● **What is being asked**
Could you copy out every line of the data where the word "Carolyn" occurs?

(Stored items)
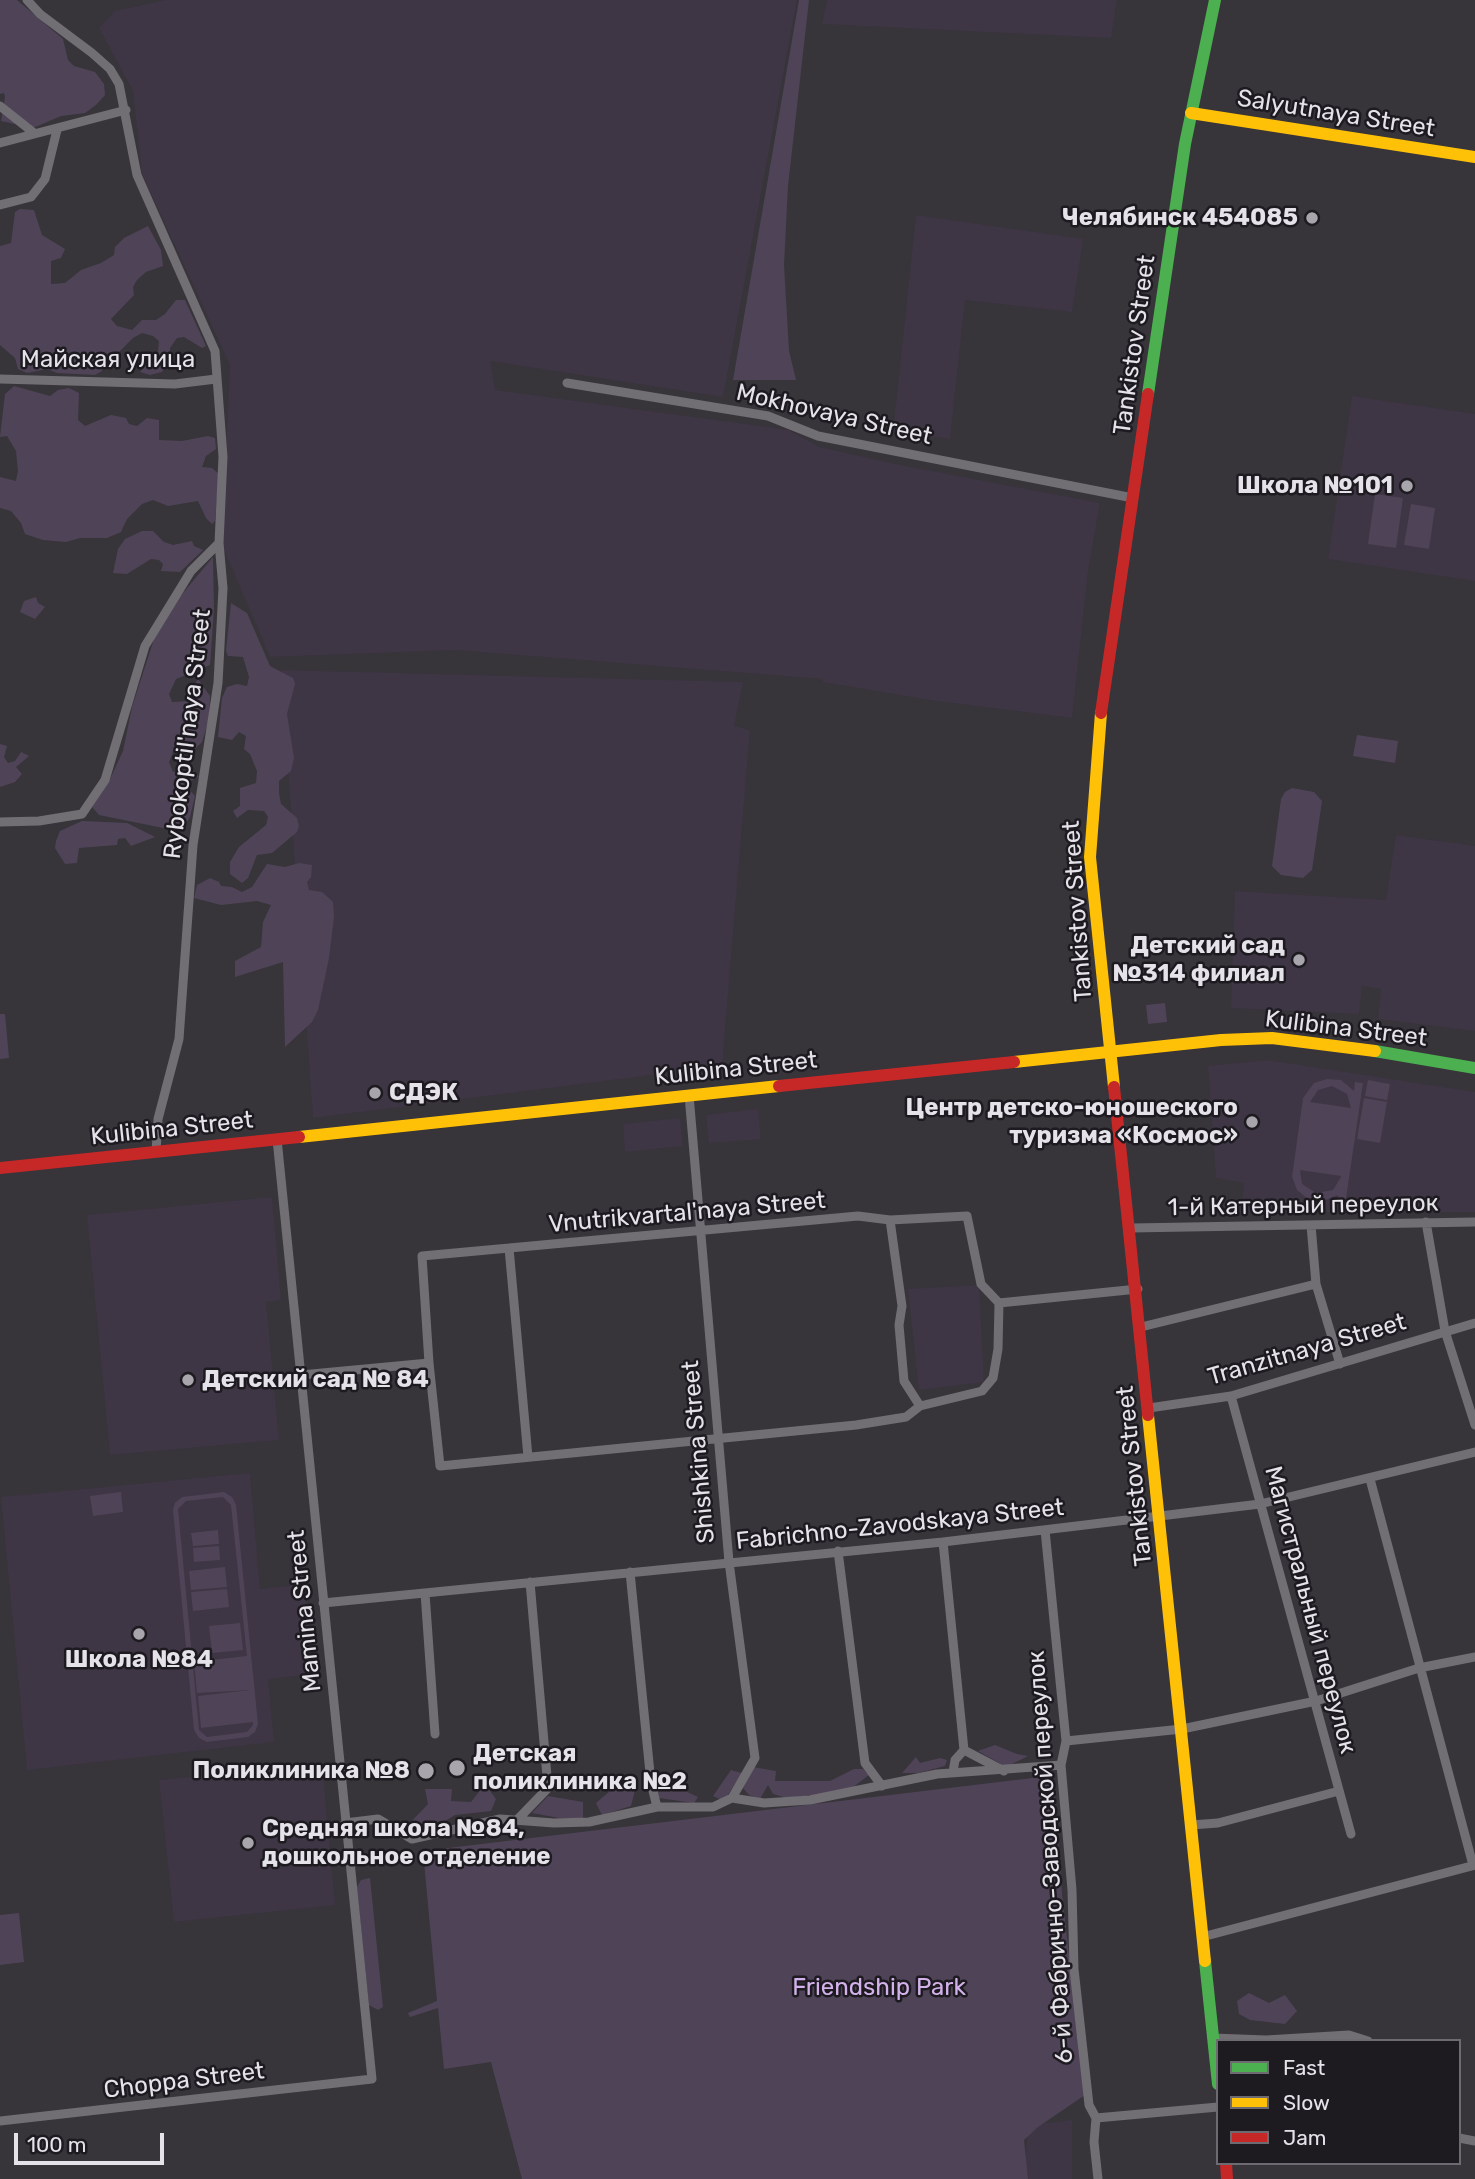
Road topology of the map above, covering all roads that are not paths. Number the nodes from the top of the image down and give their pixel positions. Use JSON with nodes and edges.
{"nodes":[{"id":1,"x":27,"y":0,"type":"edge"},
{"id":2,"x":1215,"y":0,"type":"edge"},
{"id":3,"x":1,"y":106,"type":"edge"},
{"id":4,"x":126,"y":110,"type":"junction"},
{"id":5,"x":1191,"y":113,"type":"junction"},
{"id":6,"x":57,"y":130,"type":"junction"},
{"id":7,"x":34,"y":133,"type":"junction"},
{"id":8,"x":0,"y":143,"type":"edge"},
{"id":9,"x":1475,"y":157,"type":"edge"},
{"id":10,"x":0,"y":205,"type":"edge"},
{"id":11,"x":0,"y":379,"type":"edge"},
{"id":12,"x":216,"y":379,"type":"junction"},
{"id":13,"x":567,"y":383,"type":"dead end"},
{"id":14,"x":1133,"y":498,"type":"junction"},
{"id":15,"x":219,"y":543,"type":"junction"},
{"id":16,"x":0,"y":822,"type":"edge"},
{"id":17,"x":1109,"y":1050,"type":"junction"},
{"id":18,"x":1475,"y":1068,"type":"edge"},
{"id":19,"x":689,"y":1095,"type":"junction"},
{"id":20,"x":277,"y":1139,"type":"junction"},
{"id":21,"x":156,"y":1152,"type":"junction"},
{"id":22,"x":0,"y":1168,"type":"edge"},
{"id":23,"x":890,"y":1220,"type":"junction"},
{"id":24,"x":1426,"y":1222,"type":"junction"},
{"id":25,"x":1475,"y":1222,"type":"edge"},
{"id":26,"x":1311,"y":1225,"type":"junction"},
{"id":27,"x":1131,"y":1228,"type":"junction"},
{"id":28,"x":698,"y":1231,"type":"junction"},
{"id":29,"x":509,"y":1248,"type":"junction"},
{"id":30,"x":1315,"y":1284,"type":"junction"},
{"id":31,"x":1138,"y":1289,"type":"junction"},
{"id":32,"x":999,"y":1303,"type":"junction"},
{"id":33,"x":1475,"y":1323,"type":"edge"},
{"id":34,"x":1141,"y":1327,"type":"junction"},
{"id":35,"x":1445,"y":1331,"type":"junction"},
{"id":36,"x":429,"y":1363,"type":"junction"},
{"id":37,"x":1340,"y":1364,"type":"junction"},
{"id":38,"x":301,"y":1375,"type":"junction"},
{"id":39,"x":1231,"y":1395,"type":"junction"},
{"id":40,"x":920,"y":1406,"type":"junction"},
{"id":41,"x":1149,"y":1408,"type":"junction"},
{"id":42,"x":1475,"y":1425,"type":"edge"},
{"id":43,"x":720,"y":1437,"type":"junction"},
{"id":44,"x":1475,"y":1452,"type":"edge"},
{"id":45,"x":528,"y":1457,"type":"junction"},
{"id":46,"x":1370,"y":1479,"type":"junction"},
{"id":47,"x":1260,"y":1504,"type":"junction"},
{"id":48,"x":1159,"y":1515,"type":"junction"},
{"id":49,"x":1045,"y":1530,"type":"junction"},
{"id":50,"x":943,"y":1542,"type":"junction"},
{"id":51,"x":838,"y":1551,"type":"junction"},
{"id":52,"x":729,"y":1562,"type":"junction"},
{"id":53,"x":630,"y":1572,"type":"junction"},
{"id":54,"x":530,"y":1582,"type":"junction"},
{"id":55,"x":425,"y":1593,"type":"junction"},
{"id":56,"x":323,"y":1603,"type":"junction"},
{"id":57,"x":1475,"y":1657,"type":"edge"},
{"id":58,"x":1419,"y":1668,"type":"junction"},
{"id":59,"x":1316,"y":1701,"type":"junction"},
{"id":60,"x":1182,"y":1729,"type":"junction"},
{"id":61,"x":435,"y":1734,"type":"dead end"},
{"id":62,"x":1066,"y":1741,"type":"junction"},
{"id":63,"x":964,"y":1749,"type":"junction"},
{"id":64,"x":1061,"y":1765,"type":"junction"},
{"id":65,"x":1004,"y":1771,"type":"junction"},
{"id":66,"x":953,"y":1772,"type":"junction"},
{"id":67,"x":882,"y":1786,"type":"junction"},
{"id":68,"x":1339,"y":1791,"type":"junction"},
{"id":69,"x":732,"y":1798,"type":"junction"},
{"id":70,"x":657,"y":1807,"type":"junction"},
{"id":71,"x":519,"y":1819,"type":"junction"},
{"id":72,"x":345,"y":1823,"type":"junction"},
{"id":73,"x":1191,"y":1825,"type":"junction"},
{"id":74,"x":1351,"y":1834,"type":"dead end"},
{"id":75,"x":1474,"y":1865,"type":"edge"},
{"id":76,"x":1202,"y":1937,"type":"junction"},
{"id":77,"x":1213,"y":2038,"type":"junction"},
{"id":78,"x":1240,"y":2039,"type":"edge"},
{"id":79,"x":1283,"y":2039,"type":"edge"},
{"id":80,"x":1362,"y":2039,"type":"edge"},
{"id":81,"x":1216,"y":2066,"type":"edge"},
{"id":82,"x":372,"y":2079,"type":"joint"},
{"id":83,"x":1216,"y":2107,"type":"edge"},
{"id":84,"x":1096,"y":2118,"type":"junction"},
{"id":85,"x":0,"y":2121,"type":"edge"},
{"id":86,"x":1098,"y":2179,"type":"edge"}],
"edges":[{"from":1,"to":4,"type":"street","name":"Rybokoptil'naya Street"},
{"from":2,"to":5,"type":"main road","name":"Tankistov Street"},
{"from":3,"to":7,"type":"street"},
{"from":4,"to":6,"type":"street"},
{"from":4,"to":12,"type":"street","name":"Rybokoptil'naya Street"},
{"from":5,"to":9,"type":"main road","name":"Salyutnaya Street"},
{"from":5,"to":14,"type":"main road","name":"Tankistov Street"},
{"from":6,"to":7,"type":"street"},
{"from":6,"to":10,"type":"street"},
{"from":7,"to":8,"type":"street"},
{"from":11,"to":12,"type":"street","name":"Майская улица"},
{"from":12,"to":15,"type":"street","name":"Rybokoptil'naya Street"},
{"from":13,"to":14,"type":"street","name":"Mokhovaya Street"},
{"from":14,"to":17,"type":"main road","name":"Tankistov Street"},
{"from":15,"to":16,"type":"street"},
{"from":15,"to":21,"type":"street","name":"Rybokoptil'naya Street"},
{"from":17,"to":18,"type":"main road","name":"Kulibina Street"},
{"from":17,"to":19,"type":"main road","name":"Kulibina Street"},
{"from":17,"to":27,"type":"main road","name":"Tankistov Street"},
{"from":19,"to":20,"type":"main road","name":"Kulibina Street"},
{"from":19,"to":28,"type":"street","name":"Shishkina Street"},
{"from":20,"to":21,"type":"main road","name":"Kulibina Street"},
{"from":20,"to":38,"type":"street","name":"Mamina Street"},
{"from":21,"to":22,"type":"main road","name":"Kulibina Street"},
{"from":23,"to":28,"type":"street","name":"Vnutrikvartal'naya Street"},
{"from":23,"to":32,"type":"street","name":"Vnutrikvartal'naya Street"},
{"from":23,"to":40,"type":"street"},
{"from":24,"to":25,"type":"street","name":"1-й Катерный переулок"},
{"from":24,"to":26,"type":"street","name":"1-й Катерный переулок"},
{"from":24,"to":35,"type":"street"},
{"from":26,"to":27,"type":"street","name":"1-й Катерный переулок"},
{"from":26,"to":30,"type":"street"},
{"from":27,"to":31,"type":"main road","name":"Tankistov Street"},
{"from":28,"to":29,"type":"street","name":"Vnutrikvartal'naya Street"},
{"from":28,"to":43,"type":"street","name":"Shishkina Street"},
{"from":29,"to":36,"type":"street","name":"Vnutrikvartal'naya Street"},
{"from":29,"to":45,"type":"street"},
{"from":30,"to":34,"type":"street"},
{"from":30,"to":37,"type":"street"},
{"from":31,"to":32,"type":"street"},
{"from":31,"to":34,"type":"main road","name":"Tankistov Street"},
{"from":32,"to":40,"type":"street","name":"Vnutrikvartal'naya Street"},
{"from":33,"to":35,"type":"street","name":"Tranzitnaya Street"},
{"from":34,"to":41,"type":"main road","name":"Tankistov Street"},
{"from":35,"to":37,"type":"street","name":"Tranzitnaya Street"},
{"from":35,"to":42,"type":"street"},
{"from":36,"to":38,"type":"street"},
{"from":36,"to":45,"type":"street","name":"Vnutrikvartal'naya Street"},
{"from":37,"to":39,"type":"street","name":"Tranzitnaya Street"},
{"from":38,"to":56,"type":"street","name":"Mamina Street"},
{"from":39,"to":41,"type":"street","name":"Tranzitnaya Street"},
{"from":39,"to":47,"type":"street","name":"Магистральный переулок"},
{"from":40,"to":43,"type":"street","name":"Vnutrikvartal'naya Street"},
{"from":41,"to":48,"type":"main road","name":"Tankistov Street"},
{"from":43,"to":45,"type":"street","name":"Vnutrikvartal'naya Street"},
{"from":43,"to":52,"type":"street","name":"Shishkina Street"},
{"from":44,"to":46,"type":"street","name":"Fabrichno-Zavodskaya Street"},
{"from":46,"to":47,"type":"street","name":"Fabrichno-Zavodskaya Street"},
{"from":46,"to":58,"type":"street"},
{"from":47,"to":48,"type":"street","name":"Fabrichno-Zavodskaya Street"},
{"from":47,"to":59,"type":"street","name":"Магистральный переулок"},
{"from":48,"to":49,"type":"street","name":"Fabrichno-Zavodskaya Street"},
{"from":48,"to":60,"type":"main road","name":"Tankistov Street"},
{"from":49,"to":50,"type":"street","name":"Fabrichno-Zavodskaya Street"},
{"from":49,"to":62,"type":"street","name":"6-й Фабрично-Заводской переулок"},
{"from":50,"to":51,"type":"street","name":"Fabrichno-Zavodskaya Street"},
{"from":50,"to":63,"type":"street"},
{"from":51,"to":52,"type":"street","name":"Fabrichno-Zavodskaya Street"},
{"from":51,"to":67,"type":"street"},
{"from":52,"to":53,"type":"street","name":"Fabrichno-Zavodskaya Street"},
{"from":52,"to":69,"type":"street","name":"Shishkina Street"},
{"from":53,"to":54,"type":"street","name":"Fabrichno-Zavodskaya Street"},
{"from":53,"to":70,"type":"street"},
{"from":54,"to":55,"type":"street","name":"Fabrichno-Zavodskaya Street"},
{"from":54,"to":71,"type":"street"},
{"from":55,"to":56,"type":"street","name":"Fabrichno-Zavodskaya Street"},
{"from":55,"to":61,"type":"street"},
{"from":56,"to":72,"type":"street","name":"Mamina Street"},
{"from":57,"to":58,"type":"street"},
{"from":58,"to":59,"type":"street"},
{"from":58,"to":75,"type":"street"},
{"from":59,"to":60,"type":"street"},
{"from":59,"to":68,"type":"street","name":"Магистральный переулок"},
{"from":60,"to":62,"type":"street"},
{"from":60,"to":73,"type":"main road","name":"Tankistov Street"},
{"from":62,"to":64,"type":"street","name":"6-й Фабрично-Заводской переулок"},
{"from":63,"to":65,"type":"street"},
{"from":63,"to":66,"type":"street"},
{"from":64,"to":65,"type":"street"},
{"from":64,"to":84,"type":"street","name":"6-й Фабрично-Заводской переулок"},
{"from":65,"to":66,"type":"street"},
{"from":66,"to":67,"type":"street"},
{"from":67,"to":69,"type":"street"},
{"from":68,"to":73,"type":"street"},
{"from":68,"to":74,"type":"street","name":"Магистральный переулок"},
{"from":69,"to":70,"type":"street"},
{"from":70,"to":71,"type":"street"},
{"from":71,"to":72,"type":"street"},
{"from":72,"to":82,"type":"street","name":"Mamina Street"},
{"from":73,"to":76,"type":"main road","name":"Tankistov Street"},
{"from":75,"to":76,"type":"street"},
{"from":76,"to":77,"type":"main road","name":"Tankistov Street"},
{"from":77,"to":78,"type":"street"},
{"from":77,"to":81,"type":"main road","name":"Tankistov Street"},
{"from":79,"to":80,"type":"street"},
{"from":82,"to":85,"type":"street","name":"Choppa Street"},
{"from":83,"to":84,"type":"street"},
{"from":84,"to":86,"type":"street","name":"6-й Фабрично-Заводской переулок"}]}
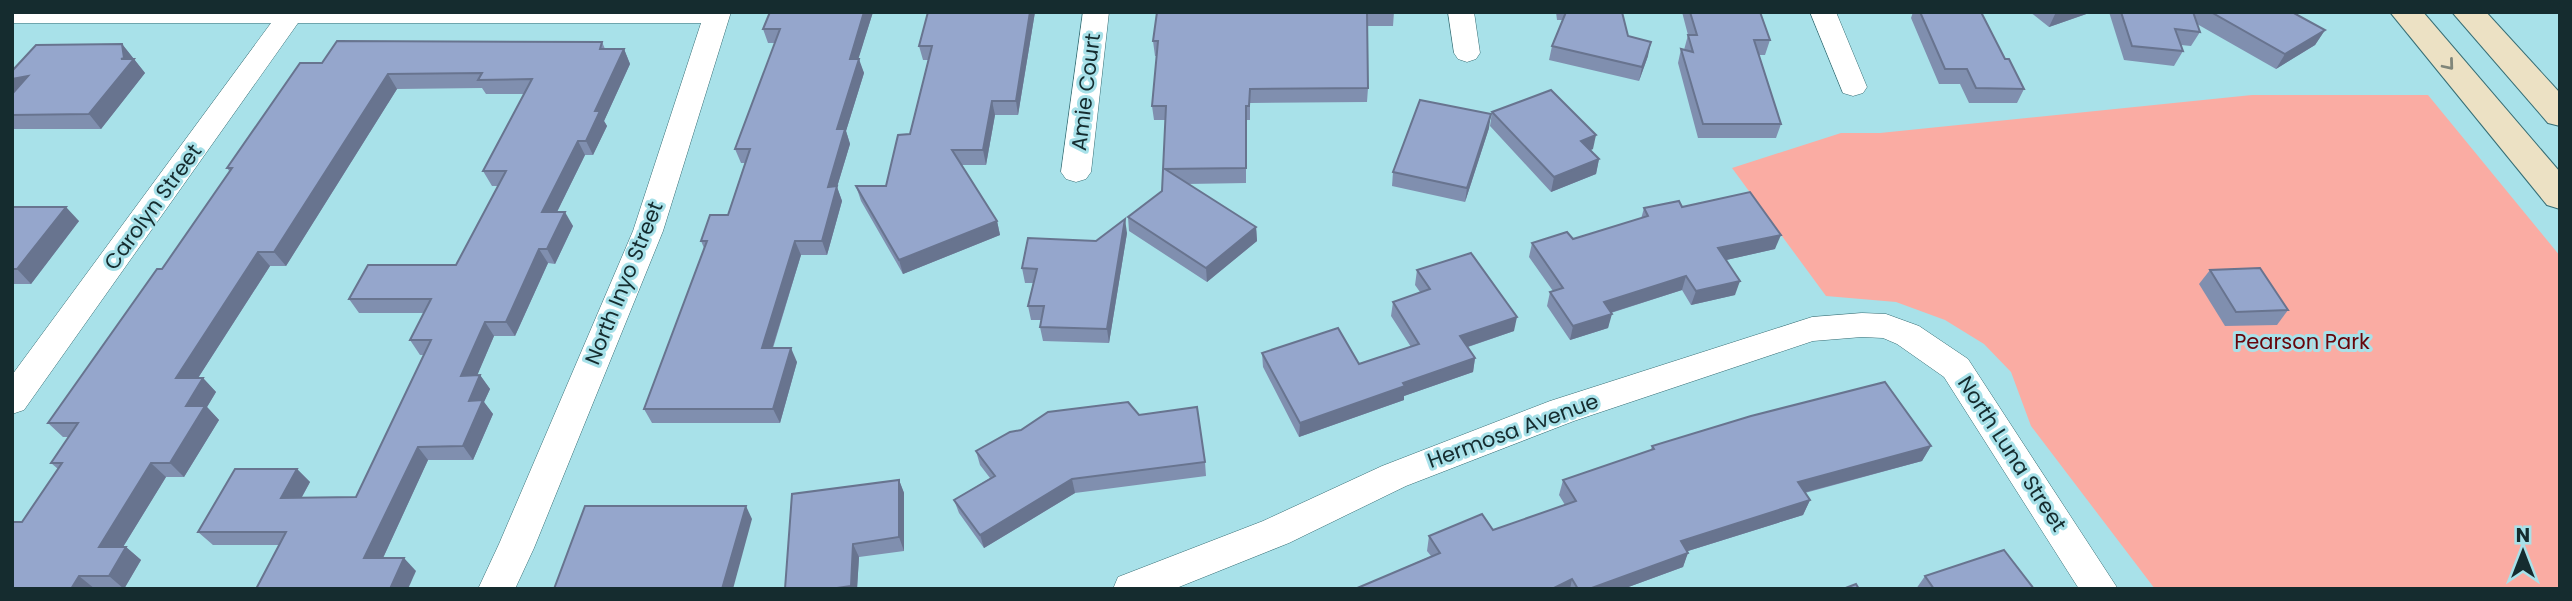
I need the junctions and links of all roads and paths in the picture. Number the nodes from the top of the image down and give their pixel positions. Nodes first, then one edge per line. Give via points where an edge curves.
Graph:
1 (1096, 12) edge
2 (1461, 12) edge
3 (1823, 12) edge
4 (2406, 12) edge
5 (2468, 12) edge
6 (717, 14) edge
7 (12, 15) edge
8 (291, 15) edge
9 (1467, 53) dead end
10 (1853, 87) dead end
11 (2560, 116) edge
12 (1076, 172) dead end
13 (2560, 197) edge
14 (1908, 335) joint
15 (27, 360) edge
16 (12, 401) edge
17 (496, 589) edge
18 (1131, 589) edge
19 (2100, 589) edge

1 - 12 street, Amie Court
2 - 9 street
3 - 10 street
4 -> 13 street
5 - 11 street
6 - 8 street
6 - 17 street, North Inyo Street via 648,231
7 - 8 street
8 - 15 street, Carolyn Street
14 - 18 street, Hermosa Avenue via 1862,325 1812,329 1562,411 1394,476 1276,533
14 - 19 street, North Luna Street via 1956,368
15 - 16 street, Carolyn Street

● **Exercise solution**
8 - 15 street, Carolyn Street
15 - 16 street, Carolyn Street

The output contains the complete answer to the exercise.